He graduated from the East Siberian Academy of Culture and Arts and Stavropol State University. Candidate of Economic Sciences.

In 1985 he first appeared on television as a singer. From 1988 to 1991 – General Director of the All-Union Central Creative Studio of the Ministry of Culture of the USSR for gifted orphans.

In 1993, Andrei Razin became the rector of the Stavropol Institute of Contemporary Arts at the Stavropol State University. In the presidential election in 1996, he was the trustee of Gennady Zyuganov.

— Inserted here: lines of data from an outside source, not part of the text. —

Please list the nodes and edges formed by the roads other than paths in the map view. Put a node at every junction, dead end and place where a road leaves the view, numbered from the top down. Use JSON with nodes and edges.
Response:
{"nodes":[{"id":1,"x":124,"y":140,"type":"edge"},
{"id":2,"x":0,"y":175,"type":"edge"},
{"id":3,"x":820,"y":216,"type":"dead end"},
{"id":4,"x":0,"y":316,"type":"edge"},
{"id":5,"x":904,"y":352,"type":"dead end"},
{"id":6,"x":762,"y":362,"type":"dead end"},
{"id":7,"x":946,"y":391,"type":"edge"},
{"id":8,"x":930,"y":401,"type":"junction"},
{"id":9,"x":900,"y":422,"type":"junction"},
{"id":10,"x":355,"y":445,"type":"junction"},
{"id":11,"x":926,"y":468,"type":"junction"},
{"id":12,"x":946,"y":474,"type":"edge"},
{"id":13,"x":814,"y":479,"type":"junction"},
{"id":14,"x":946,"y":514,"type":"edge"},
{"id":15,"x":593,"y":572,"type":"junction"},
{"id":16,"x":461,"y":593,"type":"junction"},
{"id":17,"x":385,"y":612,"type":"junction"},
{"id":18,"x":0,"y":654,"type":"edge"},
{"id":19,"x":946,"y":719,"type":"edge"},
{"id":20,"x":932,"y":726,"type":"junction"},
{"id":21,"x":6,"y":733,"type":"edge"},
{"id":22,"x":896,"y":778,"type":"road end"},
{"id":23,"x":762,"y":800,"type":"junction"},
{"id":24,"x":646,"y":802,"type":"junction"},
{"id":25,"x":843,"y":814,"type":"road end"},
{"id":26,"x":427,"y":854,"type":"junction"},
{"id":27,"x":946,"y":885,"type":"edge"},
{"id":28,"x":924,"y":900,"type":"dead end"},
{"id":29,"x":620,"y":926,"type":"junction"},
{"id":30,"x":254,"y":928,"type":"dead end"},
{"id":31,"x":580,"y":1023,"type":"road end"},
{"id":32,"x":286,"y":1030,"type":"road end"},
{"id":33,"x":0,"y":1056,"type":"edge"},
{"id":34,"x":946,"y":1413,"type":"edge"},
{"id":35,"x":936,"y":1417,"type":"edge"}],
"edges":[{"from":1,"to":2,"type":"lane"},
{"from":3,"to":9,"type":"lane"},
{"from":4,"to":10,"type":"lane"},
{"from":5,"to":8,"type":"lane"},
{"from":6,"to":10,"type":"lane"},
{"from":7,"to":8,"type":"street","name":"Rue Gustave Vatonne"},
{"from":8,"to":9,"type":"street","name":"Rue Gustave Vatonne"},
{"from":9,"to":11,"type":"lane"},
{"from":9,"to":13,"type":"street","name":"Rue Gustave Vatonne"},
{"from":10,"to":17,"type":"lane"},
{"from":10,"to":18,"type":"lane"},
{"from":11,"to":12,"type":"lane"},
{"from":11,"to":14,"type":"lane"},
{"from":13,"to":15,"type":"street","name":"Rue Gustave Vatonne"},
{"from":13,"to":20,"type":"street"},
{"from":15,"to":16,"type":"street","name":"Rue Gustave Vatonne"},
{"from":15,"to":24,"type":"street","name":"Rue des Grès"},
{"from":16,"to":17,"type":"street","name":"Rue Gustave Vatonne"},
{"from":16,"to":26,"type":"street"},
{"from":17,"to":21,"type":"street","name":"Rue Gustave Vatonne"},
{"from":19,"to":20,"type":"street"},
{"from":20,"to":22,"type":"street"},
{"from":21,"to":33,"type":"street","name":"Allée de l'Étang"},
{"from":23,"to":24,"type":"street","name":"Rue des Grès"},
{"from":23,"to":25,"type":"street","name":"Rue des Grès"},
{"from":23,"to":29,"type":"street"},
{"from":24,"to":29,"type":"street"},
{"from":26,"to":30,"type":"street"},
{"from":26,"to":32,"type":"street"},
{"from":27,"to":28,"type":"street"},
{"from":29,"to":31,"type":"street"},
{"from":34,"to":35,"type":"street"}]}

Also in December he ran for the State Duma of the third convocation in Stavropol single-mandate electoral district No. 55 as an independent deputy. In the elections he took 2nd place out of 16 (14.38% of votes), losing to Vasily Iver (18.08%).

On 1 July 2008, by the decision of the president of the Russian Olympic Committee, he was appointed general director of the International Olympic Festival and the post of artistic director of the Russian Olympic Committee.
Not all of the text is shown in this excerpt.